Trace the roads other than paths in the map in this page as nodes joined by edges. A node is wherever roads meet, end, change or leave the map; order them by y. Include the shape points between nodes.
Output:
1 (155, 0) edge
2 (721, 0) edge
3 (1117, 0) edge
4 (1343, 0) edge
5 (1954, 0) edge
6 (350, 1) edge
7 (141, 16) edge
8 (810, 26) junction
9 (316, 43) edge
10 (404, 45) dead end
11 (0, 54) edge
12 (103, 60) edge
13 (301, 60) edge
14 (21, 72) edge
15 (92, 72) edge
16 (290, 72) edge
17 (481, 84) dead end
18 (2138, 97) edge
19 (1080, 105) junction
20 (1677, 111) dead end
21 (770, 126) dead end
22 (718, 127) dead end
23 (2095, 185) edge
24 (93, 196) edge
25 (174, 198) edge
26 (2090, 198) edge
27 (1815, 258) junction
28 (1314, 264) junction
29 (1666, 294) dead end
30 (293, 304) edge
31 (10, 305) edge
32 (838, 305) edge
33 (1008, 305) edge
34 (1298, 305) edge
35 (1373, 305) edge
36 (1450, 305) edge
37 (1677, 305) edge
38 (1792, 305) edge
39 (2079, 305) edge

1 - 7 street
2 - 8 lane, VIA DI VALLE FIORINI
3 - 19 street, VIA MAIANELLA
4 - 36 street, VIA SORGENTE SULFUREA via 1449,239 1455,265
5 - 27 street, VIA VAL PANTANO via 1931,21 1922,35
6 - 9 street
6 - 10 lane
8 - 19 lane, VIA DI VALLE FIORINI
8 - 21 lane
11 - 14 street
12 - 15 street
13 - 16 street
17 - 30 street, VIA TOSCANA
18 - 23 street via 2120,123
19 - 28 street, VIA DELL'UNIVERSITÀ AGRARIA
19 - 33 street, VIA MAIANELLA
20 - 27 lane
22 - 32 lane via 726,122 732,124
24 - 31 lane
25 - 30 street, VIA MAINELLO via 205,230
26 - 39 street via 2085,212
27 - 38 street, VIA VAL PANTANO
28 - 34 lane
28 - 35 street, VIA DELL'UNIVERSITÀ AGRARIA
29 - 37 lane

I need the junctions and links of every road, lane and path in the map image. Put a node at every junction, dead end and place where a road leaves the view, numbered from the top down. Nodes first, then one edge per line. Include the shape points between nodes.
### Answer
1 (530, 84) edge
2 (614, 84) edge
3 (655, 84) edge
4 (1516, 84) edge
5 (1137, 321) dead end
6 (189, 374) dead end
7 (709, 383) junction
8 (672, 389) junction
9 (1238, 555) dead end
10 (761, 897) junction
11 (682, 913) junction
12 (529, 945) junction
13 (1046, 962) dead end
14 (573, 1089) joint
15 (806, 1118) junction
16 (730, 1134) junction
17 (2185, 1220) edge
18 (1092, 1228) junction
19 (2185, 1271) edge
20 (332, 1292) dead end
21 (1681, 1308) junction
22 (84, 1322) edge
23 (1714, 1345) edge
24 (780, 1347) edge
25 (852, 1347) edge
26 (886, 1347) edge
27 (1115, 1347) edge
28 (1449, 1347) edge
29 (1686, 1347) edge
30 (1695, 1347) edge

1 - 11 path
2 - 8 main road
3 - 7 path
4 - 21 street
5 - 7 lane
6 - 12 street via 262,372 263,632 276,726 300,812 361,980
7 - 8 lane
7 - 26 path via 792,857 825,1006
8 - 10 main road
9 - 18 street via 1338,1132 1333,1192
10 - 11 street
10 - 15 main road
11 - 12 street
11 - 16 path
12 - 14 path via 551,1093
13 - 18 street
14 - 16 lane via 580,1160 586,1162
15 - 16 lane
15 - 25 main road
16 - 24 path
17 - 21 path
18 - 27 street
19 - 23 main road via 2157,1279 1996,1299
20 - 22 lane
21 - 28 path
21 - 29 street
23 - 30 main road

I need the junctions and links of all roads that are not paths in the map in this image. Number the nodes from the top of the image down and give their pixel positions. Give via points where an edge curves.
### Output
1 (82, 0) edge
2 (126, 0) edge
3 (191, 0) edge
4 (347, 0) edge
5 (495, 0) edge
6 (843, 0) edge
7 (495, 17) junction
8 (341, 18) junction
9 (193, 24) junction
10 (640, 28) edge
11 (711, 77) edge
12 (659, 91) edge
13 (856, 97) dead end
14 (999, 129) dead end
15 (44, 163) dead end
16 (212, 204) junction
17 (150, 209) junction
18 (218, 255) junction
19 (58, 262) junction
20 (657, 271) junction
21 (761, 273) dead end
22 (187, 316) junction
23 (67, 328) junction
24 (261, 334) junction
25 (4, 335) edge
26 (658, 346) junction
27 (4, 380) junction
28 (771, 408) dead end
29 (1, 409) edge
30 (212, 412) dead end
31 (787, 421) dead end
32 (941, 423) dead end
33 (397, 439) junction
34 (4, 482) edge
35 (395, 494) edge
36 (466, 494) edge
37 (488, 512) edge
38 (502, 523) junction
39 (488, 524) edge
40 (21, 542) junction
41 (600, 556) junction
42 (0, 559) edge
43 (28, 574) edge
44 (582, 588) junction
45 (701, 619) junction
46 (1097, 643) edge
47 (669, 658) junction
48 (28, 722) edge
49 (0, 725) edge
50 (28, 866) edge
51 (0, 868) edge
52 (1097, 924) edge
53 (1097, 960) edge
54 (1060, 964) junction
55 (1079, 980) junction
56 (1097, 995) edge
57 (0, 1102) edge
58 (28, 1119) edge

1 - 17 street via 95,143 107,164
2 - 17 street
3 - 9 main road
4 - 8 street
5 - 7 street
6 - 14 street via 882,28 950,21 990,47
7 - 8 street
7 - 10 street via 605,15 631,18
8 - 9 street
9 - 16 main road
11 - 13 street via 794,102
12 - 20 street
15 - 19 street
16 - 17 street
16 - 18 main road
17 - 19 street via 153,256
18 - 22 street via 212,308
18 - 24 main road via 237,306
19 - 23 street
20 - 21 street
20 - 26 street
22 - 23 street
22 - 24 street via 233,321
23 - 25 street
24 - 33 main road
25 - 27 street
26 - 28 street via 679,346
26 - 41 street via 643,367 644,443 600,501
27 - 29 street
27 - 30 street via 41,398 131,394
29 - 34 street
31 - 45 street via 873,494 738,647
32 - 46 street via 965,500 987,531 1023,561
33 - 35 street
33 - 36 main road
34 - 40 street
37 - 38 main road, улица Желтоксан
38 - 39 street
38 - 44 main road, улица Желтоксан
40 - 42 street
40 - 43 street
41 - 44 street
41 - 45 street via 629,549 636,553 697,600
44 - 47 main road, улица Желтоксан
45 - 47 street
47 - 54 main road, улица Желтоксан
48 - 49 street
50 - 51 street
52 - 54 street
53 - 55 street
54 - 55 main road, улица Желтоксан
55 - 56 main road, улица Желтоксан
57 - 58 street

Activity: Going line by line, set down the data above exactly as given.

Output below:
Trace the roads other than paths in the map in this page as nodes joined by edges. A node is wherever roads meet, end, change or leave the map; order them by y. Include the shape points between nodes.
Output:
1 (155, 0) edge
2 (721, 0) edge
3 (1117, 0) edge
4 (1343, 0) edge
5 (1954, 0) edge
6 (350, 1) edge
7 (141, 16) edge
8 (810, 26) junction
9 (316, 43) edge
10 (404, 45) dead end
11 (0, 54) edge
12 (103, 60) edge
13 (301, 60) edge
14 (21, 72) edge
15 (92, 72) edge
16 (290, 72) edge
17 (481, 84) dead end
18 (2138, 97) edge
19 (1080, 105) junction
20 (1677, 111) dead end
21 (770, 126) dead end
22 (718, 127) dead end
23 (2095, 185) edge
24 (93, 196) edge
25 (174, 198) edge
26 (2090, 198) edge
27 (1815, 258) junction
28 (1314, 264) junction
29 (1666, 294) dead end
30 (293, 304) edge
31 (10, 305) edge
32 (838, 305) edge
33 (1008, 305) edge
34 (1298, 305) edge
35 (1373, 305) edge
36 (1450, 305) edge
37 (1677, 305) edge
38 (1792, 305) edge
39 (2079, 305) edge

1 - 7 street
2 - 8 lane, VIA DI VALLE FIORINI
3 - 19 street, VIA MAIANELLA
4 - 36 street, VIA SORGENTE SULFUREA via 1449,239 1455,265
5 - 27 street, VIA VAL PANTANO via 1931,21 1922,35
6 - 9 street
6 - 10 lane
8 - 19 lane, VIA DI VALLE FIORINI
8 - 21 lane
11 - 14 street
12 - 15 street
13 - 16 street
17 - 30 street, VIA TOSCANA
18 - 23 street via 2120,123
19 - 28 street, VIA DELL'UNIVERSITÀ AGRARIA
19 - 33 street, VIA MAIANELLA
20 - 27 lane
22 - 32 lane via 726,122 732,124
24 - 31 lane
25 - 30 street, VIA MAINELLO via 205,230
26 - 39 street via 2085,212
27 - 38 street, VIA VAL PANTANO
28 - 34 lane
28 - 35 street, VIA DELL'UNIVERSITÀ AGRARIA
29 - 37 lane

I need the junctions and links of every road, lane and path in the map image. Put a node at every junction, dead end and place where a road leaves the view, numbered from the top down. Nodes first, then one edge per line. Include the shape points between nodes.
### Answer
1 (530, 84) edge
2 (614, 84) edge
3 (655, 84) edge
4 (1516, 84) edge
5 (1137, 321) dead end
6 (189, 374) dead end
7 (709, 383) junction
8 (672, 389) junction
9 (1238, 555) dead end
10 (761, 897) junction
11 (682, 913) junction
12 (529, 945) junction
13 (1046, 962) dead end
14 (573, 1089) joint
15 (806, 1118) junction
16 (730, 1134) junction
17 (2185, 1220) edge
18 (1092, 1228) junction
19 (2185, 1271) edge
20 (332, 1292) dead end
21 (1681, 1308) junction
22 (84, 1322) edge
23 (1714, 1345) edge
24 (780, 1347) edge
25 (852, 1347) edge
26 (886, 1347) edge
27 (1115, 1347) edge
28 (1449, 1347) edge
29 (1686, 1347) edge
30 (1695, 1347) edge

1 - 11 path
2 - 8 main road
3 - 7 path
4 - 21 street
5 - 7 lane
6 - 12 street via 262,372 263,632 276,726 300,812 361,980
7 - 8 lane
7 - 26 path via 792,857 825,1006
8 - 10 main road
9 - 18 street via 1338,1132 1333,1192
10 - 11 street
10 - 15 main road
11 - 12 street
11 - 16 path
12 - 14 path via 551,1093
13 - 18 street
14 - 16 lane via 580,1160 586,1162
15 - 16 lane
15 - 25 main road
16 - 24 path
17 - 21 path
18 - 27 street
19 - 23 main road via 2157,1279 1996,1299
20 - 22 lane
21 - 28 path
21 - 29 street
23 - 30 main road

I need the junctions and links of all roads that are not paths in the map in this image. Number the nodes from the top of the image down and give their pixel positions. Give via points where an edge curves.
### Output
1 (82, 0) edge
2 (126, 0) edge
3 (191, 0) edge
4 (347, 0) edge
5 (495, 0) edge
6 (843, 0) edge
7 (495, 17) junction
8 (341, 18) junction
9 (193, 24) junction
10 (640, 28) edge
11 (711, 77) edge
12 (659, 91) edge
13 (856, 97) dead end
14 (999, 129) dead end
15 (44, 163) dead end
16 (212, 204) junction
17 (150, 209) junction
18 (218, 255) junction
19 (58, 262) junction
20 (657, 271) junction
21 (761, 273) dead end
22 (187, 316) junction
23 (67, 328) junction
24 (261, 334) junction
25 (4, 335) edge
26 (658, 346) junction
27 (4, 380) junction
28 (771, 408) dead end
29 (1, 409) edge
30 (212, 412) dead end
31 (787, 421) dead end
32 (941, 423) dead end
33 (397, 439) junction
34 (4, 482) edge
35 (395, 494) edge
36 (466, 494) edge
37 (488, 512) edge
38 (502, 523) junction
39 (488, 524) edge
40 (21, 542) junction
41 (600, 556) junction
42 (0, 559) edge
43 (28, 574) edge
44 (582, 588) junction
45 (701, 619) junction
46 (1097, 643) edge
47 (669, 658) junction
48 (28, 722) edge
49 (0, 725) edge
50 (28, 866) edge
51 (0, 868) edge
52 (1097, 924) edge
53 (1097, 960) edge
54 (1060, 964) junction
55 (1079, 980) junction
56 (1097, 995) edge
57 (0, 1102) edge
58 (28, 1119) edge

1 - 17 street via 95,143 107,164
2 - 17 street
3 - 9 main road
4 - 8 street
5 - 7 street
6 - 14 street via 882,28 950,21 990,47
7 - 8 street
7 - 10 street via 605,15 631,18
8 - 9 street
9 - 16 main road
11 - 13 street via 794,102
12 - 20 street
15 - 19 street
16 - 17 street
16 - 18 main road
17 - 19 street via 153,256
18 - 22 street via 212,308
18 - 24 main road via 237,306
19 - 23 street
20 - 21 street
20 - 26 street
22 - 23 street
22 - 24 street via 233,321
23 - 25 street
24 - 33 main road
25 - 27 street
26 - 28 street via 679,346
26 - 41 street via 643,367 644,443 600,501
27 - 29 street
27 - 30 street via 41,398 131,394
29 - 34 street
31 - 45 street via 873,494 738,647
32 - 46 street via 965,500 987,531 1023,561
33 - 35 street
33 - 36 main road
34 - 40 street
37 - 38 main road, улица Желтоксан
38 - 39 street
38 - 44 main road, улица Желтоксан
40 - 42 street
40 - 43 street
41 - 44 street
41 - 45 street via 629,549 636,553 697,600
44 - 47 main road, улица Желтоксан
45 - 47 street
47 - 54 main road, улица Желтоксан
48 - 49 street
50 - 51 street
52 - 54 street
53 - 55 street
54 - 55 main road, улица Желтоксан
55 - 56 main road, улица Желтоксан
57 - 58 street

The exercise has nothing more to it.